If the first linear motor is installed on one side of the front guide rail and the rear guide rail, the support point of the connecting block suspended on the top surface is only on one side. Over time and with the heavy weight of the lifting device with the printhead holder suspended, it will pull down the side of the connecting block without being connected to the rail and cause the connecting block to tilt, affecting the accuracy of inkjet printing of the printer. Therefore, in the present application, the front guide rail and the rear guide rail are located on both sides of the linear motor respectively, that is, the connecting block is located between the front guide rail and the rear guide rail, and the contact point where the connecting block is suspended from the rails is near the front and rear edges of the top surface. In this way, the top surface of the connecting block and the bottom surface of the crossbeam are parallel and both are in the horizontal position, so that the front and rear distance of the inkjet point is consistent with the target distance to ensure the accuracy of inkjet printing.
With respect to the drive structure along the second direction, the left guide rail and the right guide rail are perpendicular to the crossbeam and parallel to each other, and the second slider slides in contact with the left guide rail and right guide rail. The second drive mechanism can be located inside or outside of the two rails (left and right rails) for driving the connecting block to move back and forth along a second direction (y-axis direction) perpendicular to the crossbeam. The bottom surface of the connecting block connects the lifting device with the printhead bracket, so that the printhead bracket can be driven to move along the y-axis direction. Optionally, the second drive mechanism may be driven by a linear motor or motor screw etc.
With respect to the drive structure along the third direction, the inner frame is a rectangular frame connected with the printhead bracket at the bottom, and the outer frame is a rectangular frame fitted over the inner frame; the lifting mechanism is a structure connecting the inner frame and the outer frame, located on both sides of the inner frame, and the inner frame moves up and down relative to the outer frame through the lifting mechanism. Optionally, the lifting mechanism may be screw lifting, rail slide lifting, scissors lifting, etc.; the synchronizing mechanism synchronously transmits the movement of the lifting mechanism on one side to the lifting mechanism on the other side so that the lifting mechanisms on both sides move up and down at the same time.

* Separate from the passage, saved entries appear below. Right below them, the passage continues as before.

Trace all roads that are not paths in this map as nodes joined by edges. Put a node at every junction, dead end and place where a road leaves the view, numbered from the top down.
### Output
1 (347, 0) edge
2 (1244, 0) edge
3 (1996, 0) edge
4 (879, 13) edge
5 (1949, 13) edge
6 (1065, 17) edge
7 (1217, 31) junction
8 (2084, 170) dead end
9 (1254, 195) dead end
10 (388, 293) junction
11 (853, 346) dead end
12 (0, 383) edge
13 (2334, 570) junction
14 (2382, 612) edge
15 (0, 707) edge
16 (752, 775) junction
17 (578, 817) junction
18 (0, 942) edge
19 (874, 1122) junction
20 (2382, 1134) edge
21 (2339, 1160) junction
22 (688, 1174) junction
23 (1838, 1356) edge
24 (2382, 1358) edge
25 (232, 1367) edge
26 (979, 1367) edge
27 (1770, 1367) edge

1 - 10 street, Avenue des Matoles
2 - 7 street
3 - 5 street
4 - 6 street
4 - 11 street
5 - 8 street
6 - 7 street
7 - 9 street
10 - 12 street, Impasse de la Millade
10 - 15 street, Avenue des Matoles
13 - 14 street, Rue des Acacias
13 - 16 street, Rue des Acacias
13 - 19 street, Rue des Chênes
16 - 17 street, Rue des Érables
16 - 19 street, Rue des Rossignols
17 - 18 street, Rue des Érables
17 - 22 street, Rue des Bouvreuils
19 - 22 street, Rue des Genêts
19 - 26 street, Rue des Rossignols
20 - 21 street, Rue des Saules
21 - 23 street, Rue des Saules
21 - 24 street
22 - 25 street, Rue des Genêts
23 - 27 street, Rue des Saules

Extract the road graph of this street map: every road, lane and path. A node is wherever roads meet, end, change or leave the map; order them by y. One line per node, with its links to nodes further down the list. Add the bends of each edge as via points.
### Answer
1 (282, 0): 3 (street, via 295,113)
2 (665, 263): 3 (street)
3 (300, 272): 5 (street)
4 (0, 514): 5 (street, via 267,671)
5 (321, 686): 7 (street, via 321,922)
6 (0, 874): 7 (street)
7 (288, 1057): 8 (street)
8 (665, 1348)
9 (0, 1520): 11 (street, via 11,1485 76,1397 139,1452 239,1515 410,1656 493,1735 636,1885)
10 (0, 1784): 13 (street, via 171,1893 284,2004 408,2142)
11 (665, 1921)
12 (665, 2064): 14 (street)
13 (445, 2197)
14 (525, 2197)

Optionally, it may be a combination of shafts and gears, chains and gears, etc.; the third drive mechanism may be a motor or manual adjusting knob.
During normal power-on use of the printer, the motor drives the components of the lifting mechanism on the same side, and the driven lifting mechanism synchronously drives the lifting mechanism on the other side through the synchronizing mechanism, so that the lifting mechanisms on both sides operate simultaneously and the inner frame moves up and down relative to the outer frame through the lifting mechanism, thereby driving the printhead holder connected to the inner frame to move up and down along the z-axis. When a fault or other emergency occurs, the components of the lifting mechanism on the same side can be driven by the user through the hand crank to allow operation of the lifting device.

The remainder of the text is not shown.